## Your task:
Please retype each record exactly as it stands below.

[[ Listed entries, beginning ]]

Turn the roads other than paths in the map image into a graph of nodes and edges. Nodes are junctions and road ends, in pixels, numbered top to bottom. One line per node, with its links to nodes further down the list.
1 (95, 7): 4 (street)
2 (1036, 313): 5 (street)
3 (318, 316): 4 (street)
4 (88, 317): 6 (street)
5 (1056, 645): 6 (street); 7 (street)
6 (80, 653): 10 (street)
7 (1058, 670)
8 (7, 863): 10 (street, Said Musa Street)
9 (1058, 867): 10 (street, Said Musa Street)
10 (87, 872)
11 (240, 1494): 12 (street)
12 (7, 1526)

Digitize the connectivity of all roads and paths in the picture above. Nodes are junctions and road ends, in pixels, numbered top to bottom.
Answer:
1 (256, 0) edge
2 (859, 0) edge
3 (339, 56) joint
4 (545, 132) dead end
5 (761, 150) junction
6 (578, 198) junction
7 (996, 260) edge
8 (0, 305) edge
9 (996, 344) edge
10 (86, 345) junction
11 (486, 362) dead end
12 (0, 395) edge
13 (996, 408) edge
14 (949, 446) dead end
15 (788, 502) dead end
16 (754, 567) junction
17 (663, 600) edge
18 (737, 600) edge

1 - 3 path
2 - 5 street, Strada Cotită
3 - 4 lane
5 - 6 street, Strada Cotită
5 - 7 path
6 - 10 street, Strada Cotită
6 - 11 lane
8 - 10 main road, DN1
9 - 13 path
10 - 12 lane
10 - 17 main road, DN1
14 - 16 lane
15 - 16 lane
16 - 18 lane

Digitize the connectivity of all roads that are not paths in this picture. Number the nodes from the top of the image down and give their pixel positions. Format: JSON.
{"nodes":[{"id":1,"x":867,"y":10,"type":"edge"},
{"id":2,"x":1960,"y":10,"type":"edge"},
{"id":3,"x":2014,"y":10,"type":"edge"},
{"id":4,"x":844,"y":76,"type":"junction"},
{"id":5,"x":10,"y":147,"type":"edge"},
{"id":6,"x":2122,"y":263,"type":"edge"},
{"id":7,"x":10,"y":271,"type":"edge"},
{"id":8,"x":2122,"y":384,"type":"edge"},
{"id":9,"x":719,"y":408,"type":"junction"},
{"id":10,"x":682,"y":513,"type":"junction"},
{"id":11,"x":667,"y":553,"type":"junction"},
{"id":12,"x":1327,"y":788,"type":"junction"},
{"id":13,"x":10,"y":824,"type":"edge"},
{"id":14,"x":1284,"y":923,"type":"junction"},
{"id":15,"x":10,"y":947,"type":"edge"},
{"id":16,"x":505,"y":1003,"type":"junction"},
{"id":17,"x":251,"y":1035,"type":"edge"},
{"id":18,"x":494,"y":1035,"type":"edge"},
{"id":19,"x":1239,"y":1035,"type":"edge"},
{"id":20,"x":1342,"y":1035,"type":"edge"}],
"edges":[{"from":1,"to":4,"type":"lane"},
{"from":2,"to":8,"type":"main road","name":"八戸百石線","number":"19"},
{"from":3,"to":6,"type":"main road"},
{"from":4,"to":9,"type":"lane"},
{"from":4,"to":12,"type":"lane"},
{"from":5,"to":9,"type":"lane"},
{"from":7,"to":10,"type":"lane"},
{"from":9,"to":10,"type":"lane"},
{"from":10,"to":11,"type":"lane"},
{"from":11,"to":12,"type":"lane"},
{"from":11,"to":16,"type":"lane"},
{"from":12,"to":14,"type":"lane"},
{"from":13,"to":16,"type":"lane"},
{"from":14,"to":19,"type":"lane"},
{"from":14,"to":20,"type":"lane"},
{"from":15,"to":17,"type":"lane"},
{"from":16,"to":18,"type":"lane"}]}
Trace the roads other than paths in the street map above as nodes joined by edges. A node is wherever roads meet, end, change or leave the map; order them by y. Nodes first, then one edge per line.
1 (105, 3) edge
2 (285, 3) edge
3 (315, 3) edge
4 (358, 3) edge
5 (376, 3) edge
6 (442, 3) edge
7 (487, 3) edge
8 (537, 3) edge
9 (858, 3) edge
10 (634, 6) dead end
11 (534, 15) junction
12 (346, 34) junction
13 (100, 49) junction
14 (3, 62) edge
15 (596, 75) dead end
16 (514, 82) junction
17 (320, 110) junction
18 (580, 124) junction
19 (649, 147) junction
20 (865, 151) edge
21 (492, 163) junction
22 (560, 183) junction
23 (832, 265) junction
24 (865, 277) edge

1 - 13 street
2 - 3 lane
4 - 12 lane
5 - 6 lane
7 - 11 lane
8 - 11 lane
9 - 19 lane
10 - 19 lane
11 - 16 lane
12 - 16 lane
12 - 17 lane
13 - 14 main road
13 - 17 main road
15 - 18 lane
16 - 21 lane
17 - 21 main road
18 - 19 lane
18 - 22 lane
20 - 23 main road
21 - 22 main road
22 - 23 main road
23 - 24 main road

[[ Listed entries, end ]]

## Written solution:
Turn the roads other than paths in the map image into a graph of nodes and edges. Nodes are junctions and road ends, in pixels, numbered top to bottom. One line per node, with its links to nodes further down the list.
1 (95, 7): 4 (street)
2 (1036, 313): 5 (street)
3 (318, 316): 4 (street)
4 (88, 317): 6 (street)
5 (1056, 645): 6 (street); 7 (street)
6 (80, 653): 10 (street)
7 (1058, 670)
8 (7, 863): 10 (street, Said Musa Street)
9 (1058, 867): 10 (street, Said Musa Street)
10 (87, 872)
11 (240, 1494): 12 (street)
12 (7, 1526)

Digitize the connectivity of all roads and paths in the picture above. Nodes are junctions and road ends, in pixels, numbered top to bottom.
Answer:
1 (256, 0) edge
2 (859, 0) edge
3 (339, 56) joint
4 (545, 132) dead end
5 (761, 150) junction
6 (578, 198) junction
7 (996, 260) edge
8 (0, 305) edge
9 (996, 344) edge
10 (86, 345) junction
11 (486, 362) dead end
12 (0, 395) edge
13 (996, 408) edge
14 (949, 446) dead end
15 (788, 502) dead end
16 (754, 567) junction
17 (663, 600) edge
18 (737, 600) edge

1 - 3 path
2 - 5 street, Strada Cotită
3 - 4 lane
5 - 6 street, Strada Cotită
5 - 7 path
6 - 10 street, Strada Cotită
6 - 11 lane
8 - 10 main road, DN1
9 - 13 path
10 - 12 lane
10 - 17 main road, DN1
14 - 16 lane
15 - 16 lane
16 - 18 lane

Digitize the connectivity of all roads that are not paths in this picture. Number the nodes from the top of the image down and give their pixel positions. Format: JSON.
{"nodes":[{"id":1,"x":867,"y":10,"type":"edge"},
{"id":2,"x":1960,"y":10,"type":"edge"},
{"id":3,"x":2014,"y":10,"type":"edge"},
{"id":4,"x":844,"y":76,"type":"junction"},
{"id":5,"x":10,"y":147,"type":"edge"},
{"id":6,"x":2122,"y":263,"type":"edge"},
{"id":7,"x":10,"y":271,"type":"edge"},
{"id":8,"x":2122,"y":384,"type":"edge"},
{"id":9,"x":719,"y":408,"type":"junction"},
{"id":10,"x":682,"y":513,"type":"junction"},
{"id":11,"x":667,"y":553,"type":"junction"},
{"id":12,"x":1327,"y":788,"type":"junction"},
{"id":13,"x":10,"y":824,"type":"edge"},
{"id":14,"x":1284,"y":923,"type":"junction"},
{"id":15,"x":10,"y":947,"type":"edge"},
{"id":16,"x":505,"y":1003,"type":"junction"},
{"id":17,"x":251,"y":1035,"type":"edge"},
{"id":18,"x":494,"y":1035,"type":"edge"},
{"id":19,"x":1239,"y":1035,"type":"edge"},
{"id":20,"x":1342,"y":1035,"type":"edge"}],
"edges":[{"from":1,"to":4,"type":"lane"},
{"from":2,"to":8,"type":"main road","name":"八戸百石線","number":"19"},
{"from":3,"to":6,"type":"main road"},
{"from":4,"to":9,"type":"lane"},
{"from":4,"to":12,"type":"lane"},
{"from":5,"to":9,"type":"lane"},
{"from":7,"to":10,"type":"lane"},
{"from":9,"to":10,"type":"lane"},
{"from":10,"to":11,"type":"lane"},
{"from":11,"to":12,"type":"lane"},
{"from":11,"to":16,"type":"lane"},
{"from":12,"to":14,"type":"lane"},
{"from":13,"to":16,"type":"lane"},
{"from":14,"to":19,"type":"lane"},
{"from":14,"to":20,"type":"lane"},
{"from":15,"to":17,"type":"lane"},
{"from":16,"to":18,"type":"lane"}]}
Trace the roads other than paths in the street map above as nodes joined by edges. A node is wherever roads meet, end, change or leave the map; order them by y. Nodes first, then one edge per line.
1 (105, 3) edge
2 (285, 3) edge
3 (315, 3) edge
4 (358, 3) edge
5 (376, 3) edge
6 (442, 3) edge
7 (487, 3) edge
8 (537, 3) edge
9 (858, 3) edge
10 (634, 6) dead end
11 (534, 15) junction
12 (346, 34) junction
13 (100, 49) junction
14 (3, 62) edge
15 (596, 75) dead end
16 (514, 82) junction
17 (320, 110) junction
18 (580, 124) junction
19 (649, 147) junction
20 (865, 151) edge
21 (492, 163) junction
22 (560, 183) junction
23 (832, 265) junction
24 (865, 277) edge

1 - 13 street
2 - 3 lane
4 - 12 lane
5 - 6 lane
7 - 11 lane
8 - 11 lane
9 - 19 lane
10 - 19 lane
11 - 16 lane
12 - 16 lane
12 - 17 lane
13 - 14 main road
13 - 17 main road
15 - 18 lane
16 - 21 lane
17 - 21 main road
18 - 19 lane
18 - 22 lane
20 - 23 main road
21 - 22 main road
22 - 23 main road
23 - 24 main road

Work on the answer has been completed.